Monday, August 22, 2016

Monday Munchies...

With our move, I've become very nostalgic.  I hate change, so when I can, I like to incorporate momentous, or tradition-like things that remind me of home.  It just warms my heart and makes me happy.  In Judaism we have several times a year where we fast (no eating or drinking) for the day, and a couple weeks ago was one of those times.  Back home, we had friends, and it became tradition to break fast with them. The meal was always the same, but that was what made it special.  A fast was never broken without red lentil soup and cinnamon buns.  I shared the recipe for the red lentil soup and how I packaged it here.  

I texted my friend and said, I'm on my own now, and when it came time to prep what the break-fast meal would be, it was a no-brainer!  
Red lentil soup and cinnamon buns. 

I've probably requested the cinnamon bun recipe sometime over the course of the last 9 years, but I never saved it, so I did a quick google search, and the first recipe to pop up was Paula Dean's Cinnamon Rolls.  With all the hype she's gotten recently, along with knowing she uses sticks of butter, I clicked on it.  Thankfully, I intuitively picked up another box of butter.  

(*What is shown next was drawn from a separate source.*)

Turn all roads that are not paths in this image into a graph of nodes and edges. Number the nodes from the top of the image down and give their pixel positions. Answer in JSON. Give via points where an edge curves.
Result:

One suggestion I have, is make these mini! Forget calories-when it comes to times like these, I'm not strict on counting (and let's be honest, counting has fallen by the way side way long ago!) But it was just so sweet that I think smaller portions can be much better tolerated.  

Displaying IMG_2644.JPG

Dough:
1/4 oz package of yeast 
1/2 cup warm water 
1/2 cup scalding milk
1/4 cup sugar 
1/3 cup butter or shortening 
1 teaspoon salt 
1 egg 
3 1/2 to 4 cups all-purpose flour 

Filling: 
1/2 cup melted butter 
3/4 cup sugar 
2 tablespoons ground cinnamon 
3/4 cup raisins, walnuts, pecans (optional) 

Glaze:
4 tablespoons butter 
2 cups powdered sugar 
1 teaspoon vanilla extract 
3 to 6 tablespoons hot water 

Heat oven to 350 degrees.  


In a small bowl, dissolve yeast with warm water-set it aside to begin activating.  In a larger bowl, mix milk, sugar, melted butter, salt and the egg. Add in 2 cups of flour and mix until smooth. (I don't remember if I used an electirc mixer, I probably did, but you definitely don't have to!) It's very important to check your yeast mixture before adding it in-if you do not see it bubbling, the yeast is probably dead.  One trick I've leanred over the years of bread making-add a drop of sugar to the yeast mixture to help it activate.  

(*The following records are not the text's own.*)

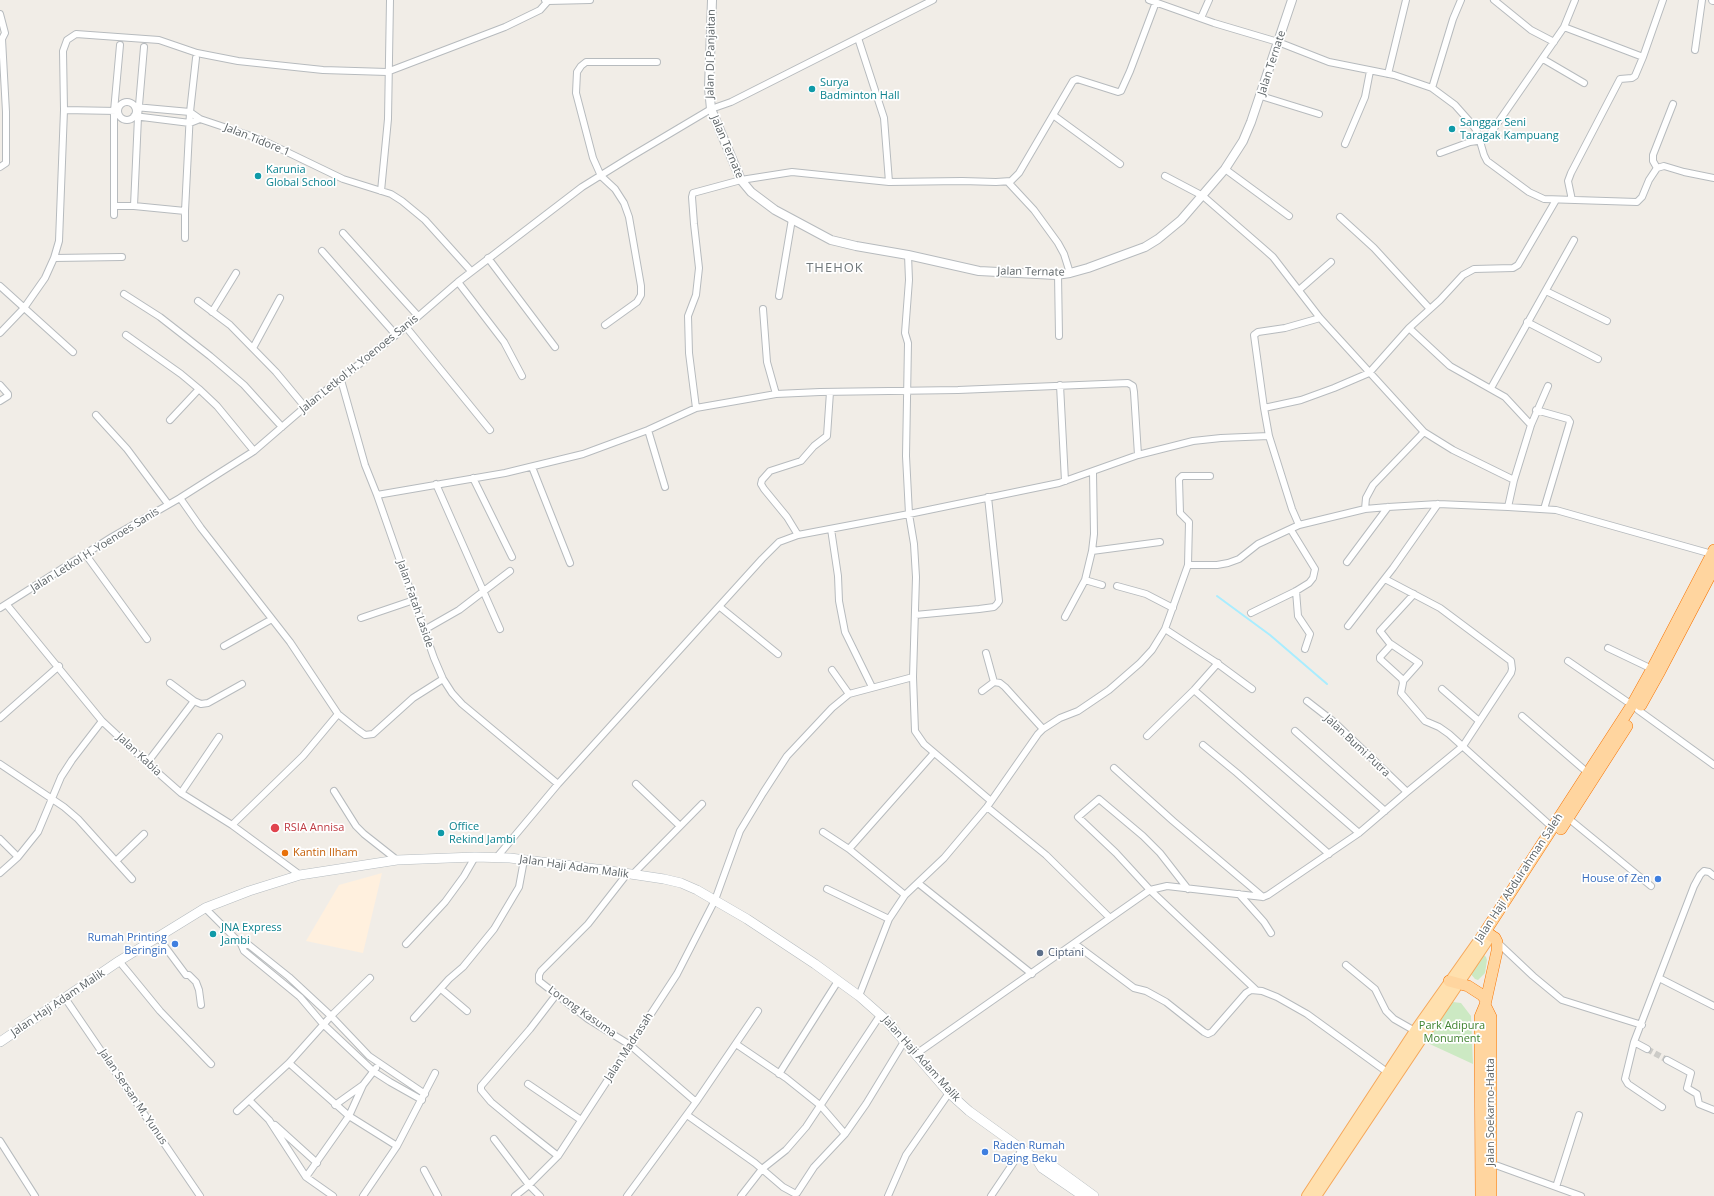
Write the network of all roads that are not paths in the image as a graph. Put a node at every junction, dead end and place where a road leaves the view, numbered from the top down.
1 (390, 0) edge
2 (590, 0) edge
3 (712, 0) edge
4 (933, 0) edge
5 (1209, 0) edge
6 (1292, 0) edge
7 (1406, 0) edge
8 (1461, 0) edge
9 (1494, 0) edge
10 (1575, 0) edge
11 (1663, 0) edge
12 (1702, 0) edge
13 (547, 1) edge
14 (1153, 1) edge
15 (0, 14) edge
16 (1201, 18) junction
17 (1564, 26) junction
18 (1, 38) edge
19 (858, 38) junction
20 (1278, 42) junction
21 (1554, 42) junction
22 (120, 45) dead end
23 (144, 47) dead end
24 (1695, 50) dead end
25 (1643, 57) junction
26 (196, 58) dead end
27 (1542, 59) junction
28 (657, 62) dead end
29 (1370, 71) junction
30 (388, 72) junction
31 (1388, 74) junction
32 (1584, 83) dead end
33 (1432, 88) junction
34 (1261, 96) junction
35 (1673, 104) dead end
36 (137, 107) junction
37 (711, 109) junction
38 (64, 110) junction
39 (116, 111) junction
40 (190, 112) junction
41 (3, 113) edge
42 (1319, 114) dead end
43 (1053, 115) junction
44 (136, 116) junction
45 (200, 119) junction
46 (190, 122) junction
47 (1480, 141) junction
48 (1345, 144) dead end
49 (1440, 153) dead end
50 (1120, 164) dead end
51 (0, 167) edge
52 (1657, 168) junction
53 (1225, 170) junction
54 (601, 176) junction
55 (1165, 176) dead end
56 (1714, 178) edge
57 (741, 180) junction
58 (889, 182) junction
59 (1008, 182) junction
60 (381, 191) junction
61 (1202, 196) junction
62 (1556, 200) junction
63 (1572, 200) junction
64 (114, 206) junction
65 (134, 206) junction
66 (185, 211) junction
67 (114, 216) dead end
68 (1289, 216) dead end
69 (1340, 217) dead end
70 (792, 219) junction
71 (343, 233) dead end
72 (185, 238) dead end
73 (1574, 240) dead end
74 (322, 252) dead end
75 (908, 255) junction
76 (122, 257) dead end
77 (54, 258) junction
78 (488, 258) junction
79 (1331, 262) dead end
80 (471, 271) junction
81 (236, 273) dead end
82 (1070, 273) junction
83 (1058, 274) junction
84 (458, 282) junction
85 (0, 286) edge
86 (1299, 290) junction
87 (1546, 291) junction
88 (124, 294) dead end
89 (779, 296) dead end
90 (280, 298) dead end
91 (198, 301) dead end
92 (24, 308) junction
93 (762, 308) dead end
94 (1430, 309) junction
95 (212, 312) junction
96 (418, 316) junction
97 (1320, 318) junction
98 (1607, 321) dead end
99 (1527, 322) junction
100 (605, 325) dead end
101 (406, 327) junction
102 (1409, 328) junction
103 (0, 333) edge
104 (126, 335) dead end
105 (396, 335) junction
106 (1059, 336) dead end
107 (555, 347) dead end
108 (253, 348) junction
109 (73, 352) dead end
110 (1598, 359) dead end
111 (1369, 373) junction
112 (522, 376) dead end
113 (341, 380) junction
114 (0, 385) edge
115 (1060, 385) junction
116 (1548, 386) dead end
117 (1491, 388) junction
118 (199, 389) junction
119 (906, 391) junction
120 (830, 392) junction
121 (776, 394) junction
122 (0, 401) edge
123 (305, 407) junction
124 (696, 408) junction
125 (1264, 408) junction
126 (1536, 410) junction
127 (96, 415) dead end
128 (170, 420) dead end
129 (1531, 425) junction
130 (282, 427) junction
131 (490, 430) dead end
132 (648, 430) junction
133 (1424, 432) junction
134 (1269, 436) junction
135 (254, 451) junction
136 (1138, 455) junction
137 (532, 467) junction
138 (1093, 472) junction
139 (1210, 476) dead end
140 (473, 478) junction
141 (1514, 480) junction
142 (1065, 481) junction
143 (436, 484) junction
144 (665, 487) dead end
145 (377, 495) junction
146 (988, 497) junction
147 (180, 498) junction
148 (168, 504) junction
149 (1438, 504) junction
150 (1388, 507) junction
151 (1508, 507) junction
152 (1365, 509) junction
153 (1544, 509) junction
154 (909, 514) junction
155 (1299, 525) junction
156 (831, 529) junction
157 (1291, 530) junction
158 (798, 536) junction
159 (1160, 542) dead end
160 (1092, 551) junction
161 (1713, 552) edge
162 (86, 555) junction
163 (512, 557) dead end
164 (1347, 562) dead end
165 (570, 563) dead end
166 (1188, 565) junction
167 (1714, 568) edge
168 (510, 571) dead end
169 (1385, 579) junction
170 (1085, 580) junction
171 (1703, 580) junction
172 (1102, 585) dead end
173 (1118, 586) dead end
174 (1296, 591) junction
175 (483, 593) junction
176 (1414, 594) junction
177 (414, 600) junction
178 (7, 604) junction
179 (720, 607) junction
180 (0, 608) edge
181 (1173, 608) junction
182 (1251, 613) dead end
183 (916, 615) junction
184 (1065, 617) dead end
185 (361, 618) dead end
186 (272, 620) junction
187 (1348, 626) dead end
188 (500, 629) dead end
189 (1165, 629) junction
190 (424, 630) junction
191 (147, 639) dead end
192 (1391, 644) junction
193 (224, 646) dead end
194 (1608, 648) dead end
195 (1305, 649) dead end
196 (986, 653) dead end
197 (778, 654) dead end
198 (1568, 661) dead end
199 (1218, 663) junction
200 (58, 666) junction
201 (1652, 669) junction
202 (832, 670) dead end
203 (913, 677) junction
204 (443, 679) junction
205 (994, 682) junction
206 (1403, 682) junction
207 (170, 683) dead end
208 (242, 684) dead end
209 (872, 687) junction
210 (1252, 689) dead end
211 (1442, 689) dead end
212 (1194, 690) junction
213 (982, 691) dead end
214 (849, 694) junction
215 (194, 701) junction
216 (1307, 702) dead end
217 (1635, 707) junction
218 (338, 714) junction
219 (1522, 716) dead end
220 (0, 718) edge
221 (102, 721) junction
222 (1479, 721) junction
223 (1043, 729) junction
224 (1295, 731) dead end
225 (1147, 736) dead end
226 (219, 737) dead end
227 (1203, 745) dead end
228 (1462, 746) junction
229 (934, 753) junction
230 (147, 763) junction
231 (0, 764) edge
232 (1714, 766) edge
233 (1114, 768) dead end
234 (1588, 773) junction
235 (558, 784) junction
236 (636, 784) dead end
237 (334, 791) dead end
238 (181, 792) junction
239 (1407, 792) junction
240 (51, 799) junction
241 (991, 802) junction
242 (702, 804) dead end
243 (987, 808) junction
244 (1385, 811) junction
245 (1568, 818) junction
246 (232, 825) junction
247 (680, 826) junction
248 (1553, 828) junction
249 (823, 832) dead end
250 (1360, 833) junction
251 (144, 834) dead end
252 (0, 839) edge
253 (849, 849) junction
254 (1329, 854) junction
255 (18, 857) junction
256 (475, 857) junction
257 (497, 857) junction
258 (397, 860) junction
259 (524, 860) junction
260 (116, 861) junction
261 (0, 873) edge
262 (300, 874) junction
263 (1714, 874) edge
264 (630, 875) junction
265 (132, 879) dead end
266 (918, 882) junction
267 (1651, 886) dead end
268 (827, 889) dead end
269 (1188, 889) junction
270 (1150, 890) junction
271 (905, 894) junction
272 (1239, 894) junction
273 (1263, 897) junction
274 (715, 900) junction
275 (205, 908) junction
276 (1110, 918) junction
277 (889, 919) junction
278 (1271, 933) dead end
279 (157, 936) junction
280 (1491, 936) junction
281 (241, 944) junction
282 (406, 944) dead end
283 (1075, 944) junction
284 (119, 961) junction
285 (1346, 965) dead end
286 (1032, 974) junction
287 (370, 978) dead end
288 (1659, 978) junction
289 (838, 981) junction
290 (1454, 982) junction
291 (441, 989) junction
292 (1256, 990) junction
293 (305, 991) junction
294 (556, 995) junction
295 (859, 996) junction
296 (300, 997) junction
297 (65, 998) junction
298 (1486, 1003) junction
299 (201, 1005) dead end
300 (1714, 1006) edge
301 (467, 1011) dead end
302 (758, 1011) dead end
303 (881, 1014) junction
304 (331, 1016) junction
305 (414, 1018) dead end
306 (323, 1024) junction
307 (1642, 1025) junction
308 (1415, 1031) junction
309 (906, 1040) junction
310 (0, 1042) edge
311 (1634, 1042) junction
312 (736, 1044) junction
313 (630, 1045) junction
314 (1646, 1049) tunnel mouth
315 (916, 1054) junction
316 (1667, 1060) tunnel mouth
317 (289, 1063) junction
318 (211, 1064) dead end
319 (379, 1064) junction
320 (373, 1070) junction
321 (1387, 1072) junction
322 (436, 1073) dead end
323 (779, 1074) junction
324 (528, 1084) dead end
325 (363, 1085) junction
326 (949, 1093) junction
327 (425, 1094) junction
328 (249, 1100) junction
329 (422, 1100) junction
330 (696, 1102) junction
331 (335, 1105) junction
332 (821, 1106) junction
333 (1662, 1107) dead end
334 (1714, 1110) edge
335 (237, 1111) dead end
336 (687, 1115) junction
337 (1579, 1115) dead end
338 (349, 1116) junction
339 (269, 1120) junction
340 (581, 1120) junction
341 (845, 1134) junction
342 (494, 1139) dead end
343 (0, 1141) edge
344 (398, 1146) junction
345 (1022, 1150) junction
346 (558, 1156) junction
347 (1037, 1160) junction
348 (317, 1162) junction
349 (1490, 1163) junction
350 (762, 1169) junction
351 (424, 1170) dead end
352 (306, 1177) junction
353 (529, 1185) junction
354 (1556, 1187) junction
355 (1072, 1193) edge
356 (35, 1196) edge
357 (200, 1196) edge
358 (333, 1196) edge
359 (363, 1196) edge
360 (438, 1196) edge
361 (515, 1196) edge
362 (540, 1196) edge
363 (627, 1196) edge
364 (741, 1196) edge
365 (888, 1196) edge
366 (991, 1196) edge
367 (1083, 1196) edge
368 (1094, 1196) edge
369 (1307, 1196) edge
370 (1316, 1196) edge
371 (1481, 1196) edge
372 (1491, 1196) edge
373 (1581, 1196) edge

1 - 30 street
2 - 13 street
3 - 37 street, Jalan DI Panjaitan
4 - 19 street, Jalan Letkol H. Yoenoes Sanis
5 - 16 street
6 - 20 street, Jalan Ternate
7 - 31 street
8 - 33 street
9 - 21 street
10 - 17 street
11 - 25 street
12 - 24 street
13 - 30 street
14 - 16 street
14 - 43 street
15 - 18 street
16 - 20 street
17 - 21 street
17 - 25 street
18 - 41 street
19 - 37 street, Jalan Letkol H. Yoenoes Sanis
19 - 58 street
20 - 29 street
20 - 34 street, Jalan Ternate
21 - 27 street
22 - 39 street
23 - 36 street
25 - 63 street
26 - 40 street
27 - 32 street
27 - 47 street
28 - 54 street
29 - 31 street
29 - 48 street
30 - 38 street
30 - 60 street
31 - 33 street
33 - 47 street
34 - 42 street
34 - 53 street, Jalan Ternate
35 - 52 street
36 - 39 street
36 - 40 street
36 - 44 street
37 - 54 street, Jalan Letkol H. Yoenoes Sanis
37 - 57 street, Jalan Ternate
38 - 39 street
38 - 77 street
39 - 44 street
39 - 64 street
40 - 45 street, Jalan Tidore 1
40 - 46 street
41 - 51 street
43 - 50 street
43 - 59 street
44 - 46 street
44 - 65 street
45 - 46 street
45 - 60 street, Jalan Tidore 1
46 - 66 street
47 - 49 street
47 - 62 street
52 - 56 street
52 - 63 street
53 - 61 street, Jalan Ternate
53 - 68 street
54 - 78 street, Jalan Letkol H. Yoenoes Sanis
54 - 100 street
55 - 61 street
57 - 58 street
57 - 70 street, Jalan Ternate
57 - 124 street
58 - 59 street
59 - 82 street
60 - 80 street, Jalan Tidore 1
61 - 82 street, Jalan Ternate
61 - 86 street
62 - 63 street
62 - 94 street
64 - 65 street
64 - 67 street
65 - 66 street
66 - 72 street
69 - 94 street
70 - 75 street, Jalan Ternate
70 - 89 street
71 - 96 street
73 - 87 street
74 - 105 street
75 - 83 street, Jalan Ternate
75 - 119 street
76 - 77 street
77 - 92 street
78 - 80 street, Jalan Letkol H. Yoenoes Sanis
78 - 107 street
79 - 86 street
80 - 84 street, Jalan Letkol H. Yoenoes Sanis
81 - 95 street
82 - 83 street, Jalan Ternate
83 - 106 street
84 - 96 street, Jalan Letkol H. Yoenoes Sanis
84 - 112 street
85 - 92 street
86 - 97 street
87 - 98 street
87 - 99 street
88 - 130 street
90 - 108 street
91 - 95 street
92 - 103 street
92 - 109 street
93 - 121 street
94 - 102 street
95 - 108 street
96 - 101 street, Jalan Letkol H. Yoenoes Sanis
97 - 111 street
97 - 125 street
99 - 110 street
99 - 117 street
101 - 105 street, Jalan Letkol H. Yoenoes Sanis
101 - 131 street
102 - 111 street
102 - 117 street
104 - 118 street
105 - 113 street, Jalan Letkol H. Yoenoes Sanis
108 - 123 street
111 - 125 street
111 - 133 street
113 - 123 street, Jalan Letkol H. Yoenoes Sanis
113 - 145 street, Jalan Fatah Laside
114 - 122 street
115 - 119 street
115 - 136 street
115 - 142 street
116 - 126 street
117 - 129 street
118 - 128 street
118 - 135 street
119 - 120 street
119 - 154 street
120 - 121 street
120 - 158 street
121 - 124 street
123 - 130 street, Jalan Letkol H. Yoenoes Sanis
124 - 132 street
125 - 134 street
126 - 129 street
126 - 153 street
127 - 148 street
129 - 141 street
130 - 135 street, Jalan Letkol H. Yoenoes Sanis
132 - 137 street
132 - 144 street
133 - 141 street
133 - 152 street
134 - 136 street
134 - 155 street
135 - 147 street, Jalan Letkol H. Yoenoes Sanis
136 - 138 street
137 - 140 street
137 - 165 street
138 - 142 street
138 - 160 street
139 - 166 street
140 - 143 street
140 - 163 street
141 - 151 street
142 - 146 street
143 - 145 street
143 - 175 street
145 - 177 street, Jalan Fatah Laside
146 - 154 street
146 - 183 street
147 - 148 street, Jalan Letkol H. Yoenoes Sanis
147 - 186 street
148 - 162 street, Jalan Letkol H. Yoenoes Sanis
149 - 150 street
149 - 151 street
149 - 169 street
150 - 152 street
150 - 164 street
151 - 153 street
152 - 155 street
153 - 161 street
154 - 156 street
154 - 183 street
155 - 157 street
156 - 158 street
156 - 209 street
157 - 166 street
157 - 174 street
158 - 179 street
159 - 160 street
160 - 170 street
161 - 171 highway, Jalan Haji Abdulrahman Saleh
162 - 178 street, Jalan Letkol H. Yoenoes Sanis
162 - 191 street
166 - 181 street
167 - 171 highway, Jalan Haji Abdulrahman Saleh
168 - 175 street
169 - 176 street
169 - 187 street
170 - 172 street
170 - 184 street
171 - 201 highway, Jalan Haji Abdulrahman Saleh
171 - 217 highway, Jalan Haji Abdulrahman Saleh
173 - 181 street
174 - 182 street
174 - 195 street
175 - 188 street
175 - 190 street
176 - 192 street
176 - 222 street
177 - 185 street
177 - 190 street, Jalan Fatah Laside
178 - 180 street, Jalan Letkol H. Yoenoes Sanis
178 - 200 street, Jalan Kabia
179 - 197 street
179 - 235 street
181 - 189 street
183 - 203 street
186 - 193 street
186 - 218 street
189 - 199 street
189 - 223 street
190 - 204 street, Jalan Fatah Laside
192 - 206 street
192 - 206 street
194 - 201 street
196 - 205 street
198 - 217 street
199 - 210 street
199 - 212 street
200 - 220 street
200 - 221 street, Jalan Kabia
201 - 217 highway, Jalan Haji Abdulrahman Saleh
202 - 214 street
203 - 209 street
203 - 229 street
204 - 218 street
204 - 235 street, Jalan Fatah Laside
205 - 213 street
205 - 223 street
206 - 228 street
207 - 215 street
208 - 215 street
209 - 214 street
211 - 222 street
212 - 225 street
212 - 250 street
214 - 274 street, Jalan Madrasah
215 - 230 street
216 - 239 street, Jalan Bumi Putra
217 - 232 street
217 - 234 highway, Jalan Haji Abdulrahman Saleh
217 - 245 highway, Jalan Haji Abdulrahman Saleh
218 - 246 street
219 - 234 street
221 - 230 street, Jalan Kabia
221 - 240 street
222 - 228 street
223 - 241 street
224 - 244 street
226 - 238 street
227 - 254 street
228 - 239 street
228 - 248 street
229 - 241 street
229 - 253 street
230 - 238 street, Jalan Kabia
231 - 240 street
233 - 273 street
234 - 248 highway, Jalan Haji Abdulrahman Saleh
235 - 257 street
236 - 247 street
237 - 258 street
238 - 246 street, Jalan Kabia
239 - 244 street
240 - 255 street
240 - 260 street
241 - 243 street
242 - 247 street
243 - 266 street
243 - 276 street
244 - 250 street
245 - 267 street
245 - 280 highway, Jalan Haji Abdulrahman Saleh
246 - 262 street, Jalan Kabia
247 - 264 street
248 - 280 highway, Jalan Haji Abdulrahman Saleh
249 - 253 street
250 - 254 street
251 - 260 street
252 - 255 street
253 - 271 street
254 - 273 street
255 - 261 street
256 - 257 main road, Jalan Haji Adam Malik
256 - 258 main road, Jalan Haji Adam Malik
256 - 282 street
257 - 259 main road, Jalan Haji Adam Malik
258 - 262 main road, Jalan Haji Adam Malik
259 - 264 main road, Jalan Haji Adam Malik
259 - 291 street
260 - 265 street
262 - 275 main road, Jalan Haji Adam Malik
263 - 288 street
264 - 274 main road, Jalan Haji Adam Malik
264 - 294 street, Lorong Kasuma
266 - 271 street
266 - 286 street
268 - 277 street
269 - 270 street
269 - 270 street
269 - 272 street
270 - 276 street
270 - 292 street
271 - 277 street
272 - 273 street
272 - 278 street
274 - 289 main road, Jalan Haji Adam Malik
274 - 313 street, Jalan Madrasah
275 - 279 main road, Jalan Haji Adam Malik
275 - 281 street
276 - 283 street
277 - 295 street
279 - 284 main road, Jalan Haji Adam Malik
279 - 299 street
280 - 290 main road, Jalan Haji Abdulrahman Saleh
280 - 298 highway, Jalan Soekarno-Hatta
280 - 307 street
281 - 293 street
281 - 296 street
283 - 286 street
283 - 292 street
284 - 297 main road, Jalan Haji Adam Malik
284 - 318 street
285 - 308 street
286 - 315 street
287 - 304 street
288 - 300 street
288 - 307 street
289 - 295 main road, Jalan Haji Adam Malik
289 - 323 street
290 - 298 highway
290 - 308 main road, Jalan Haji Abdulrahman Saleh
290 - 370 main road, Jalan Haji Abdulrahman Saleh
291 - 301 street
291 - 305 street
292 - 321 street
293 - 296 street
293 - 304 street
294 - 313 street, Lorong Kasuma
294 - 346 street
295 - 303 main road, Jalan Haji Adam Malik
296 - 306 street
297 - 310 main road, Jalan Haji Adam Malik
297 - 357 street, Jalan Sersan M. Yunus
298 - 349 highway, Jalan Soekarno-Hatta
298 - 371 highway, Jalan Soekarno-Hatta
302 - 312 street
303 - 309 main road, Jalan Haji Adam Malik
303 - 332 street
304 - 306 street
304 - 319 street
306 - 317 street
306 - 320 street
307 - 311 street
308 - 321 main road, Jalan Haji Abdulrahman Saleh
309 - 315 main road, Jalan Haji Adam Malik
309 - 341 street
311 - 314 street
311 - 333 street
312 - 323 street
312 - 330 street
313 - 330 street, Lorong Kasuma
313 - 340 street, Jalan Madrasah
315 - 326 main road, Jalan Haji Adam Malik
316 - 334 street
317 - 328 street
317 - 331 street
319 - 320 street
319 - 327 street
320 - 325 street
320 - 329 street
321 - 369 main road, Jalan Haji Abdulrahman Saleh
322 - 327 street
323 - 332 street
324 - 340 street
325 - 331 street
325 - 338 street
326 - 345 main road, Jalan Haji Adam Malik
326 - 365 street
327 - 329 street
328 - 335 street
328 - 339 street
329 - 344 street
330 - 336 street
331 - 338 street
332 - 341 street
332 - 350 street
336 - 350 street
336 - 363 street
337 - 354 street
338 - 344 street
338 - 348 street
339 - 348 street
339 - 352 street
340 - 346 street, Jalan Madrasah
341 - 350 street
342 - 353 street
343 - 356 street
344 - 359 street
345 - 347 main road, Jalan Haji Adam Malik
345 - 366 street
346 - 353 street, Jalan Madrasah
347 - 355 main road, Jalan Haji Adam Malik
347 - 368 main road
348 - 352 street
349 - 354 street
349 - 372 highway, Jalan Soekarno-Hatta
350 - 364 street
351 - 360 street
352 - 358 street
353 - 361 street, Jalan Madrasah
353 - 362 street
354 - 373 street
355 - 367 main road, Jalan Haji Adam Malik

Once the yeast is added, mix what's left of the flour until the dough seems easy to handle.  Dough is meant to be sticky, it will stick to your hands.  This doesn't mean you continue to add flour until it doesn't stick to you! The dough needs to be sticky, otherwise you'll add so much flour you dry it out.  
Knead the dough for 5 to 10 minutes.

Grease the dough (I like to do this by spraying non-stick spray on all sides, and then make sure it doesn't stick to the bowl), and then I make sure my own is on, and leave it next to it.  I cover the bowl with a damp towel, and leave it for 1-1 1/2 hours to return to hopefully dough that has doubled in size. 

Punch down the dough and then roll it into a 9x15 rectangle.  This is always the hardest part for me, and I have yet to figure out how to accomplish the perfect cinnamon roll rectangle.  I've seen sli pat mats with measurements so you don't have to pull out a ruler like i did #oldschool

Now, once you have your perfect rectangle, spread melted butter on the dough and then sprinkle it with the cinnamon and sugar, and whatever other add-ins you desire.  Obviously, I skipped the nuts, and personally, I don't care for raisins in my cinnamon rolls.  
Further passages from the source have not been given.